#### Data shown ####
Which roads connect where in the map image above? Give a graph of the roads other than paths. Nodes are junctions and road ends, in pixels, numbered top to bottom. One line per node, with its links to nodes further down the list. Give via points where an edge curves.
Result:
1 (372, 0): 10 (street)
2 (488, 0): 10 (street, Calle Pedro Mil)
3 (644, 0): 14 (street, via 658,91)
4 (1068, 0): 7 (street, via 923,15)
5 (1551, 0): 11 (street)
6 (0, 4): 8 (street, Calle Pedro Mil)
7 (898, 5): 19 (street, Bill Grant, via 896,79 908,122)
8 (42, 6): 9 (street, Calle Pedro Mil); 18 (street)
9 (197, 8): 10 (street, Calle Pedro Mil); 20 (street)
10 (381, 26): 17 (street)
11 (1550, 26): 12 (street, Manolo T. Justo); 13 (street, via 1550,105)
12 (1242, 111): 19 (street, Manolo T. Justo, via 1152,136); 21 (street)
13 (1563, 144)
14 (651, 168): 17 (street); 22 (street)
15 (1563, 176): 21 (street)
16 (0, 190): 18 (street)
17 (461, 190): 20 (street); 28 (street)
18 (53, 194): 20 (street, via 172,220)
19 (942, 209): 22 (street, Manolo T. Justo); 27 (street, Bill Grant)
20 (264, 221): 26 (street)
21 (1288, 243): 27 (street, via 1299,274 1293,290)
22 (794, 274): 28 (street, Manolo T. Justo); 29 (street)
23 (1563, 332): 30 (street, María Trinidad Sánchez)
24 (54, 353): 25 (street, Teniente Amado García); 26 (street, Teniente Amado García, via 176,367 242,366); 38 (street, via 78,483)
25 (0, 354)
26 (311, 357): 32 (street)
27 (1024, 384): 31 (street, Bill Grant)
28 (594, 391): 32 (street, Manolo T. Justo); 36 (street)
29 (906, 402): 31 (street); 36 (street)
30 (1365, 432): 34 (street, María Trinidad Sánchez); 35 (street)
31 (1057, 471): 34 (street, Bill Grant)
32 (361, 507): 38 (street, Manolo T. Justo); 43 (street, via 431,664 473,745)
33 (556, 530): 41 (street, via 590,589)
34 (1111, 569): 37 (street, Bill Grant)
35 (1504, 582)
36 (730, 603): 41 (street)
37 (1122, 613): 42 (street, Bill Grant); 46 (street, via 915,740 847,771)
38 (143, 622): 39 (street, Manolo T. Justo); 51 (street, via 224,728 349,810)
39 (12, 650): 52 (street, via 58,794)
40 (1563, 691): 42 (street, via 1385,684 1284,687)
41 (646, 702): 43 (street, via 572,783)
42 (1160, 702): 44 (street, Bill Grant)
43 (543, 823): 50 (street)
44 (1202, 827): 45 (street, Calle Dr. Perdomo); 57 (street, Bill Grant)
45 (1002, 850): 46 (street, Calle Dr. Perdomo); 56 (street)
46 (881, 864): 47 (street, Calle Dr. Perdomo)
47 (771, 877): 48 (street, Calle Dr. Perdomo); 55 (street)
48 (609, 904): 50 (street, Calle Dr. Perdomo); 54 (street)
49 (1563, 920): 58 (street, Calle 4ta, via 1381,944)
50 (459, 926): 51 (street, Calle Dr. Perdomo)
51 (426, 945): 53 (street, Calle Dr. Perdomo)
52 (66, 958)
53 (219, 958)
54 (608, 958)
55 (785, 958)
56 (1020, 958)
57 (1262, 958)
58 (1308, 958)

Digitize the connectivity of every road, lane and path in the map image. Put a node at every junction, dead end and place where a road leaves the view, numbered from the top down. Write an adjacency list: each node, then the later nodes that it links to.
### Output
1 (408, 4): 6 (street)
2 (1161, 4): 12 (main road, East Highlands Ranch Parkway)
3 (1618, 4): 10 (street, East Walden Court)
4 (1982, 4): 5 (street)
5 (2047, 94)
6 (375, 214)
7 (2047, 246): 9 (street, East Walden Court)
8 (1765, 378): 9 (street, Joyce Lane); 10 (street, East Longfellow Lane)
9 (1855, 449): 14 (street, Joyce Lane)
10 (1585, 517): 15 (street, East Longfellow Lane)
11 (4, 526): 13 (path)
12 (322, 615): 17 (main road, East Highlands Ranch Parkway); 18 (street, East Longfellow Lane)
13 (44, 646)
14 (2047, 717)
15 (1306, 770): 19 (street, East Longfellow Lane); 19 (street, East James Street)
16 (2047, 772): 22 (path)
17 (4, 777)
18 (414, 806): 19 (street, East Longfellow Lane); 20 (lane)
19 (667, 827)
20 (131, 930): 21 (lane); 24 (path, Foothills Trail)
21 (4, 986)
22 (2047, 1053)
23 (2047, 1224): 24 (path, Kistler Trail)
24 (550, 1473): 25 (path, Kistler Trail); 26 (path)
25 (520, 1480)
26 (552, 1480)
####
> Task details
Please reproduce the records above in their entirety, exactly as given.

> Your solution
Which roads connect where in the map image above? Give a graph of the roads other than paths. Nodes are junctions and road ends, in pixels, numbered top to bottom. One line per node, with its links to nodes further down the list. Give via points where an edge curves.
Result:
1 (372, 0): 10 (street)
2 (488, 0): 10 (street, Calle Pedro Mil)
3 (644, 0): 14 (street, via 658,91)
4 (1068, 0): 7 (street, via 923,15)
5 (1551, 0): 11 (street)
6 (0, 4): 8 (street, Calle Pedro Mil)
7 (898, 5): 19 (street, Bill Grant, via 896,79 908,122)
8 (42, 6): 9 (street, Calle Pedro Mil); 18 (street)
9 (197, 8): 10 (street, Calle Pedro Mil); 20 (street)
10 (381, 26): 17 (street)
11 (1550, 26): 12 (street, Manolo T. Justo); 13 (street, via 1550,105)
12 (1242, 111): 19 (street, Manolo T. Justo, via 1152,136); 21 (street)
13 (1563, 144)
14 (651, 168): 17 (street); 22 (street)
15 (1563, 176): 21 (street)
16 (0, 190): 18 (street)
17 (461, 190): 20 (street); 28 (street)
18 (53, 194): 20 (street, via 172,220)
19 (942, 209): 22 (street, Manolo T. Justo); 27 (street, Bill Grant)
20 (264, 221): 26 (street)
21 (1288, 243): 27 (street, via 1299,274 1293,290)
22 (794, 274): 28 (street, Manolo T. Justo); 29 (street)
23 (1563, 332): 30 (street, María Trinidad Sánchez)
24 (54, 353): 25 (street, Teniente Amado García); 26 (street, Teniente Amado García, via 176,367 242,366); 38 (street, via 78,483)
25 (0, 354)
26 (311, 357): 32 (street)
27 (1024, 384): 31 (street, Bill Grant)
28 (594, 391): 32 (street, Manolo T. Justo); 36 (street)
29 (906, 402): 31 (street); 36 (street)
30 (1365, 432): 34 (street, María Trinidad Sánchez); 35 (street)
31 (1057, 471): 34 (street, Bill Grant)
32 (361, 507): 38 (street, Manolo T. Justo); 43 (street, via 431,664 473,745)
33 (556, 530): 41 (street, via 590,589)
34 (1111, 569): 37 (street, Bill Grant)
35 (1504, 582)
36 (730, 603): 41 (street)
37 (1122, 613): 42 (street, Bill Grant); 46 (street, via 915,740 847,771)
38 (143, 622): 39 (street, Manolo T. Justo); 51 (street, via 224,728 349,810)
39 (12, 650): 52 (street, via 58,794)
40 (1563, 691): 42 (street, via 1385,684 1284,687)
41 (646, 702): 43 (street, via 572,783)
42 (1160, 702): 44 (street, Bill Grant)
43 (543, 823): 50 (street)
44 (1202, 827): 45 (street, Calle Dr. Perdomo); 57 (street, Bill Grant)
45 (1002, 850): 46 (street, Calle Dr. Perdomo); 56 (street)
46 (881, 864): 47 (street, Calle Dr. Perdomo)
47 (771, 877): 48 (street, Calle Dr. Perdomo); 55 (street)
48 (609, 904): 50 (street, Calle Dr. Perdomo); 54 (street)
49 (1563, 920): 58 (street, Calle 4ta, via 1381,944)
50 (459, 926): 51 (street, Calle Dr. Perdomo)
51 (426, 945): 53 (street, Calle Dr. Perdomo)
52 (66, 958)
53 (219, 958)
54 (608, 958)
55 (785, 958)
56 (1020, 958)
57 (1262, 958)
58 (1308, 958)

Digitize the connectivity of every road, lane and path in the map image. Put a node at every junction, dead end and place where a road leaves the view, numbered from the top down. Write an adjacency list: each node, then the later nodes that it links to.
### Output
1 (408, 4): 6 (street)
2 (1161, 4): 12 (main road, East Highlands Ranch Parkway)
3 (1618, 4): 10 (street, East Walden Court)
4 (1982, 4): 5 (street)
5 (2047, 94)
6 (375, 214)
7 (2047, 246): 9 (street, East Walden Court)
8 (1765, 378): 9 (street, Joyce Lane); 10 (street, East Longfellow Lane)
9 (1855, 449): 14 (street, Joyce Lane)
10 (1585, 517): 15 (street, East Longfellow Lane)
11 (4, 526): 13 (path)
12 (322, 615): 17 (main road, East Highlands Ranch Parkway); 18 (street, East Longfellow Lane)
13 (44, 646)
14 (2047, 717)
15 (1306, 770): 19 (street, East Longfellow Lane); 19 (street, East James Street)
16 (2047, 772): 22 (path)
17 (4, 777)
18 (414, 806): 19 (street, East Longfellow Lane); 20 (lane)
19 (667, 827)
20 (131, 930): 21 (lane); 24 (path, Foothills Trail)
21 (4, 986)
22 (2047, 1053)
23 (2047, 1224): 24 (path, Kistler Trail)
24 (550, 1473): 25 (path, Kistler Trail); 26 (path)
25 (520, 1480)
26 (552, 1480)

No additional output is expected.